Under normal circumstances, I’m all for getting a door slammed in my face. It’s the sort of thing that lets a reporter know he’s still alive. But I couldn’t let it happen this time. So I stuck my foot across the threshold before the door could shut.
“I know this is a difficult time for the family,” I said, as the door bounced off my shoe. “But we’re just trying to make our coverage as complete as possible and I was hoping for her help.”
The woman was about to find a new way to tell me to get lost. But then, from an inside room, I heard that authoritarian voice.
“Let him in,” Mrs. Byers said.
I was escorted into a dim living room, where Rhonda Byers was sitting on a Queen Anne-style couch with the shades drawn. Her bare feet were propped on a nearby coffee table. She was no longer dressed in the gray suit and uncomfortable shoes. It was now a sweatshirt and jeans. I surmised a girdle had been removed as well.

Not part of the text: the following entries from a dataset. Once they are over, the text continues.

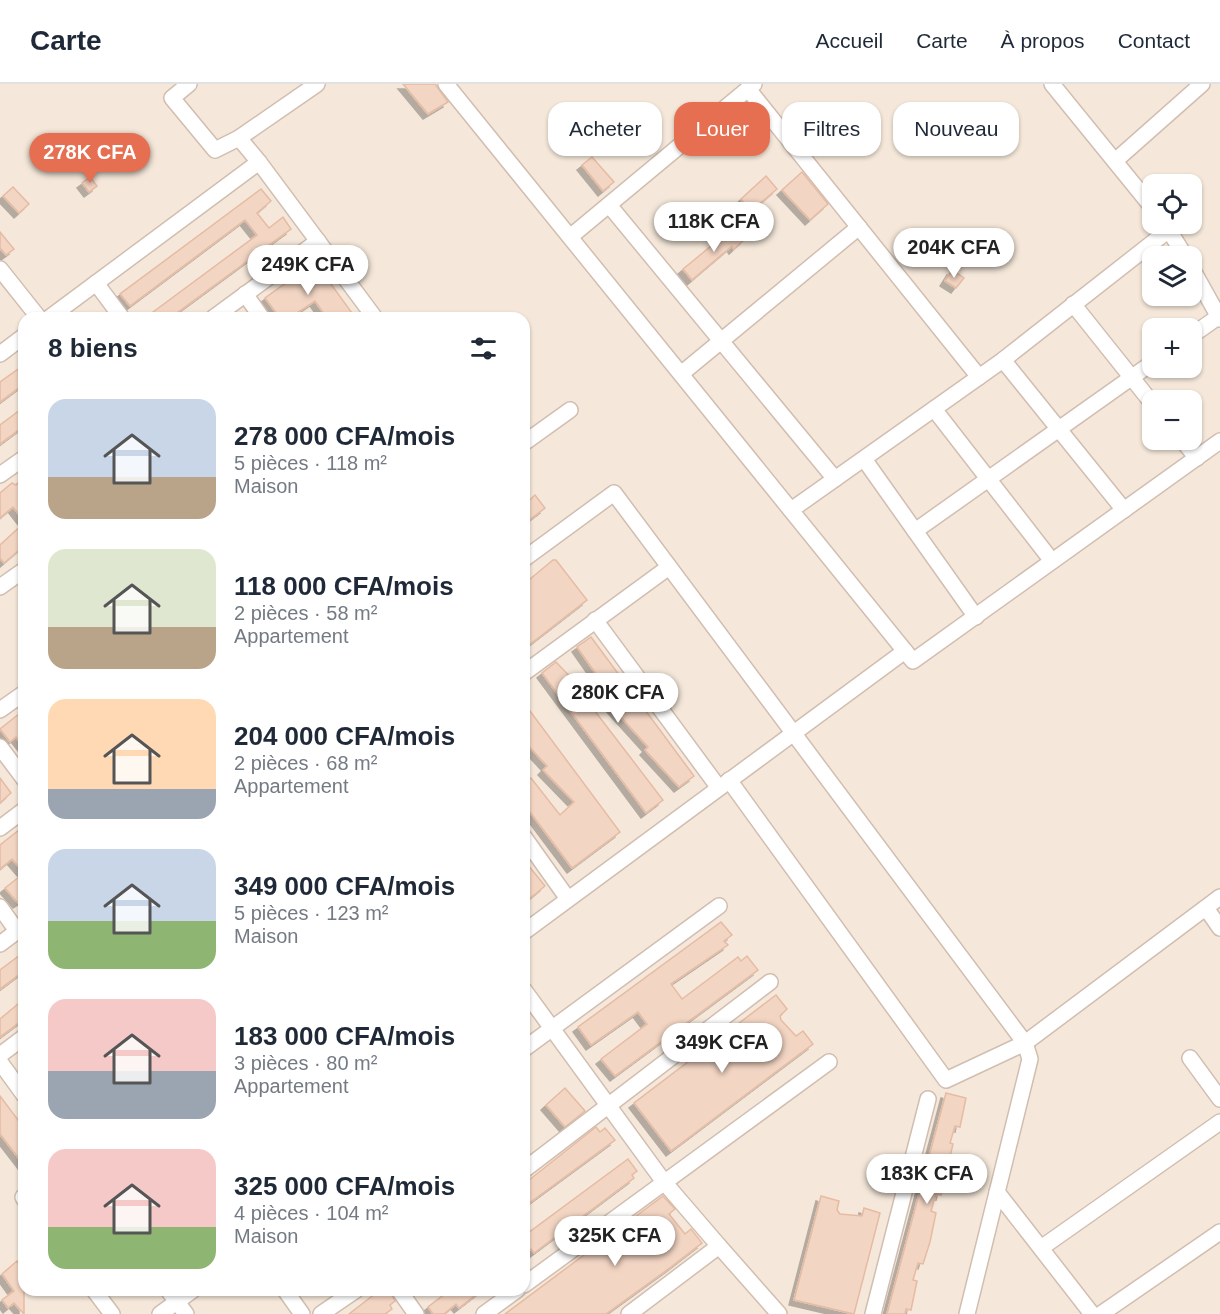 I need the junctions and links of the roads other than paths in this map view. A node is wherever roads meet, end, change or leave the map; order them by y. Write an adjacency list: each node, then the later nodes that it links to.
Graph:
1 (189, 84): 7 (street)
2 (316, 84): 7 (street)
3 (446, 84): 14 (street)
4 (1052, 84): 8 (street)
5 (1202, 84): 8 (street)
6 (751, 86): 11 (street); 12 (street)
7 (238, 138): 9 (street)
8 (1115, 161): 10 (street)
9 (259, 162): 15 (street); 17 (street)
10 (1142, 195)
11 (609, 205): 14 (street); 30 (street)
12 (859, 227): 30 (street); 35 (street)
13 (1158, 234): 20 (street)
14 (570, 237): 34 (street)
15 (318, 241): 19 (street); 26 (street)
16 (0, 269): 21 (street)
17 (96, 283): 22 (street); 23 (street)
18 (1202, 287): 27 (street)
19 (244, 294): 24 (street); 25 (street)
20 (1073, 304): 32 (street); 36 (street)
21 (34, 312)
22 (57, 312)
23 (118, 312)
24 (221, 312)
25 (258, 312)
26 (371, 312)
27 (1219, 318): 28 (street)
28 (1202, 329)
29 (18, 340): 31 (street)
30 (721, 341): 34 (street); 48 (street)
31 (0, 354)
32 (1003, 360): 35 (street); 40 (street)
33 (1142, 370): 36 (street)
34 (681, 374): 50 (street)
35 (979, 377): 39 (street)
36 (1131, 378): 37 (street); 40 (street)
37 (1142, 391)
38 (570, 410): 41 (street)
39 (934, 410): 45 (street); 49 (street)
40 (1059, 429): 49 (street); 51 (street)
41 (530, 439)
42 (1220, 441): 44 (street)
43 (1190, 450): 44 (street)
44 (1197, 458): 51 (street)
45 (864, 459): 48 (street); 52 (street)
46 (18, 462): 47 (street)
47 (0, 475)
48 (835, 479): 50 (street)
49 (988, 479): 52 (street); 54 (street)
50 (791, 510): 60 (street)
51 (1124, 510): 54 (street)
52 (915, 531): 58 (street)
53 (530, 556): 55 (street)
54 (1053, 561): 58 (street)
55 (669, 567): 59 (street); 64 (street)
56 (18, 574): 57 (street)
57 (0, 587)
58 (975, 616): 60 (street)
59 (595, 620): 61 (street); 67 (street)
60 (905, 651): 64 (street)
61 (530, 669)
62 (18, 697): 63 (street)
63 (0, 710)
64 (794, 733): 67 (street); 85 (street)
65 (0, 747): 66 (street)
66 (18, 772)
67 (724, 784): 72 (street); 85 (street)
68 (18, 814): 69 (street)
69 (0, 828)
70 (530, 845): 72 (street)
71 (1220, 897): 75 (street)
72 (568, 899): 77 (street)
73 (719, 906): 83 (street)
74 (0, 907): 76 (street)
75 (1206, 908): 78 (street); 85 (street)
76 (18, 925)
77 (530, 928)
78 (1220, 928)
79 (18, 930): 80 (street)
80 (0, 944)
81 (770, 982): 94 (street)
82 (530, 999): 83 (street)
83 (551, 1029): 86 (street); 94 (street)
84 (18, 1042): 87 (street)
85 (1026, 1043): 98 (street)
86 (530, 1045)
87 (0, 1055)
88 (1190, 1058): 93 (street)
89 (0, 1062): 91 (street)
90 (829, 1062): 97 (street)
91 (18, 1087)
92 (928, 1099): 118 (street)
93 (1220, 1099)
94 (608, 1106): 96 (street); 97 (street)
95 (1220, 1122): 101 (street)
96 (530, 1165)
97 (664, 1182): 100 (street); 102 (street)
98 (997, 1192): 101 (street); 119 (street)
99 (1220, 1232): 121 (street)
100 (719, 1246): 109 (street); 117 (street)
101 (1041, 1248): 120 (street)
102 (530, 1281)
103 (98, 1296): 110 (street)
104 (289, 1296): 112 (street)
105 (347, 1296): 113 (street)
106 (403, 1296): 114 (street)
107 (509, 1296): 115 (street)
108 (177, 1302): 111 (street)
109 (646, 1309): 116 (street)
110 (112, 1314)
111 (160, 1314)
112 (302, 1314)
113 (321, 1314)
114 (416, 1314)
115 (484, 1314)
116 (629, 1314)
117 (779, 1314)
118 (873, 1314)
119 (967, 1314)
120 (1092, 1314)
121 (1101, 1314)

The room did not have a television, just a lot of shelves packed with books, all of them spine out. She was a reader, obviously. There were knickknacks, but the room didn’t feel especially cluttered. I sometimes get my decorating styles a little mixed up, but I was fairly certain the room would qualify as Victorian. Except it wasn’t your charming Aunt Beverly’s Victorian, where all the little baubles have stories behind them. It was your stern Aunt Helga’s, where everything had a brittle feeling, like you couldn’t move anything-not even the air-or something would break.
“Mrs. Byers, Carter Ross from the Eagle-Examiner, ” I said.
She offered no greeting, smile, or handshake, which was fine by me. I didn’t particularly feel like returning any of them.
“We’re writing a story about the hours leading up to the councilman’s disappearance,” I continued. “I was hoping you could fill in some blanks for me.”
She looked at me with the same expressionless face her sister wore.
“Mr. Ross, I’ll be honest, I don’t want to talk with you, just like I didn’t want to go on television today,” she said, without much enthusiasm. “But the police tell me that media attention is good, because it will help them find Wendell. So I’ll do what I can.”
Okay, so that’s how she was going to play it: the dutiful wife sacrificing herself to bring her poor husband back home. I could roll with that.
“I’d like to go through the final forty-eight hours before he disappeared,” I said. “It would start Friday evening. What were you and Mr. Byers doing that night?”
During the next hour or so, she went over everything, and I drilled her on every inane detail. It was a long succession of political fund-raisers, pancake breakfasts, civic association meetings, high school basketball games, and so on. It was the sort of thing you expected from a local politician-the hobnobbing with the moneyed set, the glad-handing with the constituents, the seeing and being seen. Windy was a man on the go.
But, strikingly, he wasn’t on the go with Mrs. Byers. At every stop on Windy’s itinerary, I kept asking where she was. And she always seemed to be somewhere else-reading at home, or at a church function, or at her sister’s house. She admitted she had no idea where Windy was at certain times, or that she had only learned where he had been after the fact. She often was uncertain about when events began or ended. She never seemed to be able to offer an exact time when her husband arrived back home.